I posted a tweet yesterday afternoon: “The good news: I’ve found the co-working space I’d been searching for. The bad news: it’s in Nairobi.”
I’ve spent most of the past two days at the iHub, part of the vast (non-profit) corporate empire that is Ushahidi. I’m lucky enough to have known three of Ushahidi’s founders from before their launch of their crowdsourcing platform, and my friends invited me to join their board of directors. Wednesday afternoon was a board meeting, and members flew arrived from three continents to review a chaotic, crazy and incredibly productive year. A team at the Fletcher School used Ushahidi to coordinate information and relief efforts in the wake of the Haitian earthquakes. A team of bloggers and activists in Russia used Ushahidi to provide aid to people affected by Russia’s forest fires, an effort that was so popular, it briefly broke our system. Ushahidi launched Crowdmap.com, a platform that makes it possible for anyone to start a crowdmapping project with no more than a few mouseclicks, and everyone from individuals to the BBC tried it out.
There’s lots for a board member to understand about Ushahidi – three core products, developers around the world, a web of partnerships and collaborations. One part of the mix I’ve never entirely understood is the iHub, which serves as the team’s Nairobi offices, but is lots more than that.
The space is located on the top floor of a five story building on Ngong Road, one of the major arteries of the city. Across the street from a well-known supermarket, it’s easy to get to via cab or matatu, the minivans that carry the majority of the city’s passengers. The space is open, high-ceilinged, and surrounded by windows. There’s a coffee bar in one corner, staffed by Pete, Nairobi’s barrista champion. Above Pete’s shop is a narrow loft, the offices for the space’s managers – they’ve got access to the servers and other gear, as well as a panoramic view of the room below. They look down on a cluster of worktables, a raised area with couches and comfy chairs, and a loose agglomeration of wooden patio furniture. The walls are vibrant blues and greens, lit by the sun streaming in from all sides. One wall features a half-finished map of Nairobi matatu routes – Ushahidi co-founder Erik Hersman tells me, “so much of this space could have been anywhere in the world, we needed something to remind us of Nairobi.”

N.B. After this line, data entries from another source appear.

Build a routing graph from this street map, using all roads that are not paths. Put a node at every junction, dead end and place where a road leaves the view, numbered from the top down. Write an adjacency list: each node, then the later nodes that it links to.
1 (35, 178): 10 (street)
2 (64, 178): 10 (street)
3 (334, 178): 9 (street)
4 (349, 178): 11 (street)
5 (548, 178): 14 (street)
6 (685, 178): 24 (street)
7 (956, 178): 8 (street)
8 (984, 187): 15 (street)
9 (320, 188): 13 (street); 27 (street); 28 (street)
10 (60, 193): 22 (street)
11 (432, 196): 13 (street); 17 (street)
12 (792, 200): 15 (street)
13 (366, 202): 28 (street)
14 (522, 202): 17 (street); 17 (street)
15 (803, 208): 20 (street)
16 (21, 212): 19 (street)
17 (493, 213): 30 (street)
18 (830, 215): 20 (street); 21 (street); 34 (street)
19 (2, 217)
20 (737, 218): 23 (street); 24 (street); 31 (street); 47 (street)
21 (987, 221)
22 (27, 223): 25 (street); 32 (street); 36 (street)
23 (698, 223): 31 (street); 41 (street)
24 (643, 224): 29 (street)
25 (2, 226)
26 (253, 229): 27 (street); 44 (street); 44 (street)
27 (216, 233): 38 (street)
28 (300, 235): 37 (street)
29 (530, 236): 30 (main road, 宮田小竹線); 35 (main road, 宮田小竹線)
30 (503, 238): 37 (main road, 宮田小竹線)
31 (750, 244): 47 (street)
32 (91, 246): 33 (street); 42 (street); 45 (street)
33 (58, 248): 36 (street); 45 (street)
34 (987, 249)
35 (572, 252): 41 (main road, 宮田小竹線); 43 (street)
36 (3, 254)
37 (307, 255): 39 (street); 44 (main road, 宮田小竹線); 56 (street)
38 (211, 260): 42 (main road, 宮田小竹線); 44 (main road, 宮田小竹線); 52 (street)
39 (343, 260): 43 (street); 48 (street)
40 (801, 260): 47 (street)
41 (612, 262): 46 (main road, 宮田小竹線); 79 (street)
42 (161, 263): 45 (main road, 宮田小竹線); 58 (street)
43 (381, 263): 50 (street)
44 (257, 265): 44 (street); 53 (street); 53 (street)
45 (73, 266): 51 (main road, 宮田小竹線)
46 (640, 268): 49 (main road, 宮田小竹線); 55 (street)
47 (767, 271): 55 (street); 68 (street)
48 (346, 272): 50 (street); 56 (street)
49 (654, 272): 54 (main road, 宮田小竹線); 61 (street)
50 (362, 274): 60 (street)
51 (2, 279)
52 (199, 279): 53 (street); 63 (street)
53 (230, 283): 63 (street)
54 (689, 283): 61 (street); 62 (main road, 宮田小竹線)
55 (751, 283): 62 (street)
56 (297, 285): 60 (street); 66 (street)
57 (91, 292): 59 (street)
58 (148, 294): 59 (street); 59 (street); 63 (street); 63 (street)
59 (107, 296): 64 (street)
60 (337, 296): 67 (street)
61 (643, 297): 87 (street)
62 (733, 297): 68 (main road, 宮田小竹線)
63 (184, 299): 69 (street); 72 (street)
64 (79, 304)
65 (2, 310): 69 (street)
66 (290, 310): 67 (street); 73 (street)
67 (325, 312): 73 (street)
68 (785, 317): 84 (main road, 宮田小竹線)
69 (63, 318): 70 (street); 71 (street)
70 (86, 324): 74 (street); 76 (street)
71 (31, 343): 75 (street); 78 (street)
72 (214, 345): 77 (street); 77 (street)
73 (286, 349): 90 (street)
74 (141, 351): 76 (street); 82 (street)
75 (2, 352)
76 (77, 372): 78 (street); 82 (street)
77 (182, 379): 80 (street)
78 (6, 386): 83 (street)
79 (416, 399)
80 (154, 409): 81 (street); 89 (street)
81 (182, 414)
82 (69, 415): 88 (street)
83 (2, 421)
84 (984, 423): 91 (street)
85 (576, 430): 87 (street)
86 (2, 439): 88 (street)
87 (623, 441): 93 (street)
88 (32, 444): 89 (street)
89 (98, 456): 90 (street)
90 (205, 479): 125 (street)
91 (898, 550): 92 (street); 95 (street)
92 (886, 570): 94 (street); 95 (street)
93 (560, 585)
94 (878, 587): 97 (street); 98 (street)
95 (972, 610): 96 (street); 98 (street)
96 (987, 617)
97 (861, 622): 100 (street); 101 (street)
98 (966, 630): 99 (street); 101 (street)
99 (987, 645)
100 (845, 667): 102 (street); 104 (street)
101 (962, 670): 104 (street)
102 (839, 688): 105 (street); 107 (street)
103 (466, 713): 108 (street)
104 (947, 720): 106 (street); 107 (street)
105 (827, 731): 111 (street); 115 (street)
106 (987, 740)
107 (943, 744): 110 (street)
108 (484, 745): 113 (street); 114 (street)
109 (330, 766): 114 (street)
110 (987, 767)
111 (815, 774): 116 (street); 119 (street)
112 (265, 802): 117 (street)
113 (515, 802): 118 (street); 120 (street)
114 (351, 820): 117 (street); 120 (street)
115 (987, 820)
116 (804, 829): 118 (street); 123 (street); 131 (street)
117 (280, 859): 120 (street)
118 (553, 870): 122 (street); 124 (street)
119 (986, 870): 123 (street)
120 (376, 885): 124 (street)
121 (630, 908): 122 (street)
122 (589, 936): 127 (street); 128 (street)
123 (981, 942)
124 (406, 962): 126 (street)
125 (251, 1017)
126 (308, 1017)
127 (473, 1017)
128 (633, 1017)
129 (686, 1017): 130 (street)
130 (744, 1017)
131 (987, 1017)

By 10am, virtually every seat in the house is taken, occupied by young Kenyans and a few expats, almost all wearning green badges around their necks. These badges are the first clue that the iHub isn’t an extremely hip cybercafe. It’s an incubator, an invitation only space open every day to the 100 entrepreneurs who’ve applied for and won badges from the iHub team. For those who’ve won a green badge, there’s no charge to access the space, which is a pretty amazing asset, as it’s not just an extremely cool space – it’s got some of the fastest connectivity available in he city. Erik tells me that more than 1800 people are members of the iHub, using the online tools the group makes available and coming to selected events. From that pool, 100 pitched projects or ideas that earned them a green badge and membership in this exclusive club. Another small set, wearing red badges, pay 10,000 Ksh (about $125 USD) a month for a reserved desk space and a locker within the shared work space. The rentals help defray the cost of the space, as does renting the room out for technology trainings and events.
The end result of the space, the connectivity and the membership policy is that many of Kenya’s best and brightest young geeks can be found at the iHub on any given day. This helps explain why there’s also a crowd of expats – the iHub has become a pilgrimage stop for people hoping to understand the future of information technology in Kenya, and in the developing world as a whole. In the few hours I spent yesterday, I ran into a CBC crew filming a segment on the center, a reporter with the Economist, and half a dozen visiting NGO professionals, looking for contacts, ideas and insights.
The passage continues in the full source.